Legal Ding Dong, As Court Again Fixes September 25 For Yahaya Bello’s Arraignment
The Federal High Court sitting in Abuja has fixed September 25, 2024, as a new date for the arraignment of former Kogi State governor, Alhaji Yahaya Bello, in spite of a case being filed in the Court of Appeal in Abuja.
Justice Emeka Nwite fixed the date after delivering a ruling on the application moved by Bello’s counsel, Abdulwahab Mohammed, SAN, praying the court to stay proceedings following an appeal filed at the appellate court.
The senior lawyer had told the court that the defence had filed an appeal against the arrest warrant and other rulings earlier granted by Justice Nwite.
Mohammed argued that the court could not proceed on the matter until the pending appeal was determined, citing authorities.
He also decried the treatment meted out to his colleague, Adeola Adedipe, SAN, at the last hearing, saying the prosecution misled the court.
“Your lordship is functus officio to continue with this case.

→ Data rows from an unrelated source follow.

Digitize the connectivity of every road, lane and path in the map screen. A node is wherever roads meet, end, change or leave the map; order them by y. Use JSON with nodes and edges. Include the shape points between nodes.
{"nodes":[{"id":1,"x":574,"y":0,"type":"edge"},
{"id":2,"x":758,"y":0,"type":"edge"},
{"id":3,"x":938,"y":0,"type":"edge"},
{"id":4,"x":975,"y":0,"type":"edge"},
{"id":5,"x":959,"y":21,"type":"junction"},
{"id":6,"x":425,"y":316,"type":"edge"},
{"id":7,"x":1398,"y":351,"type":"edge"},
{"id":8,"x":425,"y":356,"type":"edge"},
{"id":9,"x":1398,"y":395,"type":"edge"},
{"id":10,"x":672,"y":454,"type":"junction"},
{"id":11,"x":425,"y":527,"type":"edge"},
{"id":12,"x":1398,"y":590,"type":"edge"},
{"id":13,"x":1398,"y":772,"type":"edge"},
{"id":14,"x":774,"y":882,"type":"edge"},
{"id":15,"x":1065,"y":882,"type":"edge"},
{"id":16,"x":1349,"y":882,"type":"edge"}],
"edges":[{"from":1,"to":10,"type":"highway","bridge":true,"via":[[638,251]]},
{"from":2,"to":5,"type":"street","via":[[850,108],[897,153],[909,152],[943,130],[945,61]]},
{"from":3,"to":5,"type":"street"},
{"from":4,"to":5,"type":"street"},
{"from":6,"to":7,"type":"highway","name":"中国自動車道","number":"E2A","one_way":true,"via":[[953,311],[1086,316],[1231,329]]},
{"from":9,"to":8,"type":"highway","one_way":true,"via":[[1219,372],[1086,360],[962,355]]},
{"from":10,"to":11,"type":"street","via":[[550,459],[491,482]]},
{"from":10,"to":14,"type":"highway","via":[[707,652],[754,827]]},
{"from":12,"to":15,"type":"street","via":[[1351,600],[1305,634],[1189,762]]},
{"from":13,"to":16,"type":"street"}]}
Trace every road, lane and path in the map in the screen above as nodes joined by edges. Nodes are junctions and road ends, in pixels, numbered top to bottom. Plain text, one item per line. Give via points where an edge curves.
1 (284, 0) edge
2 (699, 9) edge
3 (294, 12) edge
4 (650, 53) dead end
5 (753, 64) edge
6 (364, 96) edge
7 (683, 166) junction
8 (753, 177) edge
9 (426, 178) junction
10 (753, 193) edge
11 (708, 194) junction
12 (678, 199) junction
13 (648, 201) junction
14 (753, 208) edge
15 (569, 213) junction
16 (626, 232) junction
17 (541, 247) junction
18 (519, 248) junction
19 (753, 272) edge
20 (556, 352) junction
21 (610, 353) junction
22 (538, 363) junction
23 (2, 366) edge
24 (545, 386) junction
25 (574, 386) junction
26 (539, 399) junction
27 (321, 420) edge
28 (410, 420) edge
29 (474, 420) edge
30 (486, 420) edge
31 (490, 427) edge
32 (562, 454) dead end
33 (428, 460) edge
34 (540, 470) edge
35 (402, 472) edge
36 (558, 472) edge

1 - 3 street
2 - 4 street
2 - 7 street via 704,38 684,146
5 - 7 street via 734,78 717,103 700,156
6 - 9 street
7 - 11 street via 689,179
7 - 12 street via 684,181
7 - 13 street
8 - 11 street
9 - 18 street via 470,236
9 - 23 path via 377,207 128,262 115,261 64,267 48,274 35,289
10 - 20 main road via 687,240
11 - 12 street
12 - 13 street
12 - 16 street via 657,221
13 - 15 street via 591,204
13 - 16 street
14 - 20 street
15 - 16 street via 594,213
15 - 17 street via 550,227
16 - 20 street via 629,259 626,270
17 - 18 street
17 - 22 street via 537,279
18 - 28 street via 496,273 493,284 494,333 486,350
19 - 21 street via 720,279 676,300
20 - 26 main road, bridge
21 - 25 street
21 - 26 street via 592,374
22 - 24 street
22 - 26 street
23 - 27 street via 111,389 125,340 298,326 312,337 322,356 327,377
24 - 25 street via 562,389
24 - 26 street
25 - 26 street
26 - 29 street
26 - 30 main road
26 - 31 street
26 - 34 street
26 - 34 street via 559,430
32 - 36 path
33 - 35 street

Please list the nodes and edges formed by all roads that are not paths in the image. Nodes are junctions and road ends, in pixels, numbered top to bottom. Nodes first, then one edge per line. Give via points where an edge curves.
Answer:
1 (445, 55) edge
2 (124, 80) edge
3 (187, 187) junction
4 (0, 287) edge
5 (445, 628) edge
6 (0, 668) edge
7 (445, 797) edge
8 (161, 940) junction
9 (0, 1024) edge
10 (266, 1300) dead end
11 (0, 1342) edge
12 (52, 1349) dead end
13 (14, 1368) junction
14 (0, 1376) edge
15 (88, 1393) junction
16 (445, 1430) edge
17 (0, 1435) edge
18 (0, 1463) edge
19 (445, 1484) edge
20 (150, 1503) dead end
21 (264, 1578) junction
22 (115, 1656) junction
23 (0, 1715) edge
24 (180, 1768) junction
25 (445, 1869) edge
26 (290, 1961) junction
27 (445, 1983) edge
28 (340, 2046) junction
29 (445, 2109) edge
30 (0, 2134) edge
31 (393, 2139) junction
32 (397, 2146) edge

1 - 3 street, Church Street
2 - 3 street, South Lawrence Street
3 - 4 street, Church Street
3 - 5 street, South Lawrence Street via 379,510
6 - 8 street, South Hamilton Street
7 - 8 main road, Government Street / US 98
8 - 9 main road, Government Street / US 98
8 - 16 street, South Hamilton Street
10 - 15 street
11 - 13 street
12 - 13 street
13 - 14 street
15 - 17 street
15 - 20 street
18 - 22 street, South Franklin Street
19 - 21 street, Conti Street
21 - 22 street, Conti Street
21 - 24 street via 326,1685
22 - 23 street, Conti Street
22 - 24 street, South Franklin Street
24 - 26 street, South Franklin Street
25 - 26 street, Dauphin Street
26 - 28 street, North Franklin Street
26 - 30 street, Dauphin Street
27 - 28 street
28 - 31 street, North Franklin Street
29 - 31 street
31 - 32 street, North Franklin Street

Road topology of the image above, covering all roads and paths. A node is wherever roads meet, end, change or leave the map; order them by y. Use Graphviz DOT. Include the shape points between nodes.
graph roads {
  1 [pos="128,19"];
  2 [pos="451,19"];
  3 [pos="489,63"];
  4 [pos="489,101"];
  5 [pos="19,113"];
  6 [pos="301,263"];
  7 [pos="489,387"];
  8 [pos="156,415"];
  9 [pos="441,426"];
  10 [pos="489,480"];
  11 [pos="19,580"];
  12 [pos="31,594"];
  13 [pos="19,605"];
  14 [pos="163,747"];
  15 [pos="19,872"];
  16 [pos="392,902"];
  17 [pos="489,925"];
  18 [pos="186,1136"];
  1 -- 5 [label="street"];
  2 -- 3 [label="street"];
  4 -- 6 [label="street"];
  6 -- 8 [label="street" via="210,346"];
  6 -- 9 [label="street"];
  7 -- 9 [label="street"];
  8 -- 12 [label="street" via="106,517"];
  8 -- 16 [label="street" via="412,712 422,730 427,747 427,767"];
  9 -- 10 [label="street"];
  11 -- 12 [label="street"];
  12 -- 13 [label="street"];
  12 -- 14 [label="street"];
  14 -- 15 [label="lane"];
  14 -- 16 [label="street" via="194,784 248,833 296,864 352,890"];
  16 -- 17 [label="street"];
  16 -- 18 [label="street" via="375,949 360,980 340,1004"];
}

Heavens will not fall if my Lord awaits the Court of Appeal’s decision.
“My lord, the contention of Section 396 of ACJA (Administration of Criminal Justice Act) is a live issue in that appeal.
“We are relying on the provision of the constitution, which overrides the EFCC’s Act, which the prosecution is relying on,” he said.
However, counsel for the EFCC, Kemi Pinhero, SAN, vehemently opposed the submission.
He said that the defendant had not shown any Court of Appeal’s document showing that the court wants the lower court to stay proceeding.
At that point, Justice Nwite asked whether, having received the application and affidavit of record of appeal, and being aware of the pending appeal, it would not amount to judicial rascality for his court to continue proceedings on the matter.
“Won’t it amount to judicial rascality to continue this case when there’s an issue of jurisdiction?” the judge asked.
But Pinheiro said, “It is not really an issue of jurisdiction,” adding that in the face of Section 40 of the EFCC Act, the mere filing of an affidavit could not suffice as the case was not a civil case.
He urged the court to stick to the matter of the day, which was the ruling on the arguments presented on June 27.
Abdulwahab, however, told the court that the judge was misled on June 27 and that part of their request was for the proceedings of that day to be expunged.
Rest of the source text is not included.